Please print out every entry below, verbatim.

+--

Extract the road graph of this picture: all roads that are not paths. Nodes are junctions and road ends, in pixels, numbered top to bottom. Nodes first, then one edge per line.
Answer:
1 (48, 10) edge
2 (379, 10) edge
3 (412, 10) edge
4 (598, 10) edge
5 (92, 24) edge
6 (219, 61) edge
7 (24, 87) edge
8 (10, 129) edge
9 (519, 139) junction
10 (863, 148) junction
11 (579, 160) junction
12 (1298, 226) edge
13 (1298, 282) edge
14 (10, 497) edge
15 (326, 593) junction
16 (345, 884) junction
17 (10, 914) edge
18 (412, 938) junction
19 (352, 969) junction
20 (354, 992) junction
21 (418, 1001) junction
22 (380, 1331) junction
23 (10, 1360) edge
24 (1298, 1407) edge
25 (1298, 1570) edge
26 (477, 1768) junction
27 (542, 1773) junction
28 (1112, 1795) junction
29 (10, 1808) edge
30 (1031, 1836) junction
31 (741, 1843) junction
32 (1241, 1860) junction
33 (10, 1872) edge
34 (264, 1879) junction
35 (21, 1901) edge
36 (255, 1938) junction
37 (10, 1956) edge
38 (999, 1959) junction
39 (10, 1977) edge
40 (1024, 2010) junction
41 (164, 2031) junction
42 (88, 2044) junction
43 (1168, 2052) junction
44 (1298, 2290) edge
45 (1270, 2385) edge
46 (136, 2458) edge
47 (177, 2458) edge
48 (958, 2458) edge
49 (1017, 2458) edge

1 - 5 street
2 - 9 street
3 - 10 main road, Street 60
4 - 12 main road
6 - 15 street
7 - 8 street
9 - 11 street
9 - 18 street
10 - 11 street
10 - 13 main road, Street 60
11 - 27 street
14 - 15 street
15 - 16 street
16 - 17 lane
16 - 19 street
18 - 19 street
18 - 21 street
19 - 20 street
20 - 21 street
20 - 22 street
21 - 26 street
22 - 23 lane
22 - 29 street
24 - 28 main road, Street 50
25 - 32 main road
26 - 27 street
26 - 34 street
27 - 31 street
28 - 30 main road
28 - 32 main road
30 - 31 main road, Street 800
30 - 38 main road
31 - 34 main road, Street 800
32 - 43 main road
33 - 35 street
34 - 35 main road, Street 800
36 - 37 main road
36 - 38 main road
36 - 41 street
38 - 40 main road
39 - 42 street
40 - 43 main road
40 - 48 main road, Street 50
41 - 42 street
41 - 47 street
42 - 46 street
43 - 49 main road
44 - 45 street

+--

* [Solution below]
Extract the road graph of this picture: all roads that are not paths. Nodes are junctions and road ends, in pixels, numbered top to bottom. Nodes first, then one edge per line.
Answer:
1 (48, 10) edge
2 (379, 10) edge
3 (412, 10) edge
4 (598, 10) edge
5 (92, 24) edge
6 (219, 61) edge
7 (24, 87) edge
8 (10, 129) edge
9 (519, 139) junction
10 (863, 148) junction
11 (579, 160) junction
12 (1298, 226) edge
13 (1298, 282) edge
14 (10, 497) edge
15 (326, 593) junction
16 (345, 884) junction
17 (10, 914) edge
18 (412, 938) junction
19 (352, 969) junction
20 (354, 992) junction
21 (418, 1001) junction
22 (380, 1331) junction
23 (10, 1360) edge
24 (1298, 1407) edge
25 (1298, 1570) edge
26 (477, 1768) junction
27 (542, 1773) junction
28 (1112, 1795) junction
29 (10, 1808) edge
30 (1031, 1836) junction
31 (741, 1843) junction
32 (1241, 1860) junction
33 (10, 1872) edge
34 (264, 1879) junction
35 (21, 1901) edge
36 (255, 1938) junction
37 (10, 1956) edge
38 (999, 1959) junction
39 (10, 1977) edge
40 (1024, 2010) junction
41 (164, 2031) junction
42 (88, 2044) junction
43 (1168, 2052) junction
44 (1298, 2290) edge
45 (1270, 2385) edge
46 (136, 2458) edge
47 (177, 2458) edge
48 (958, 2458) edge
49 (1017, 2458) edge

1 - 5 street
2 - 9 street
3 - 10 main road, Street 60
4 - 12 main road
6 - 15 street
7 - 8 street
9 - 11 street
9 - 18 street
10 - 11 street
10 - 13 main road, Street 60
11 - 27 street
14 - 15 street
15 - 16 street
16 - 17 lane
16 - 19 street
18 - 19 street
18 - 21 street
19 - 20 street
20 - 21 street
20 - 22 street
21 - 26 street
22 - 23 lane
22 - 29 street
24 - 28 main road, Street 50
25 - 32 main road
26 - 27 street
26 - 34 street
27 - 31 street
28 - 30 main road
28 - 32 main road
30 - 31 main road, Street 800
30 - 38 main road
31 - 34 main road, Street 800
32 - 43 main road
33 - 35 street
34 - 35 main road, Street 800
36 - 37 main road
36 - 38 main road
36 - 41 street
38 - 40 main road
39 - 42 street
40 - 43 main road
40 - 48 main road, Street 50
41 - 42 street
41 - 47 street
42 - 46 street
43 - 49 main road
44 - 45 street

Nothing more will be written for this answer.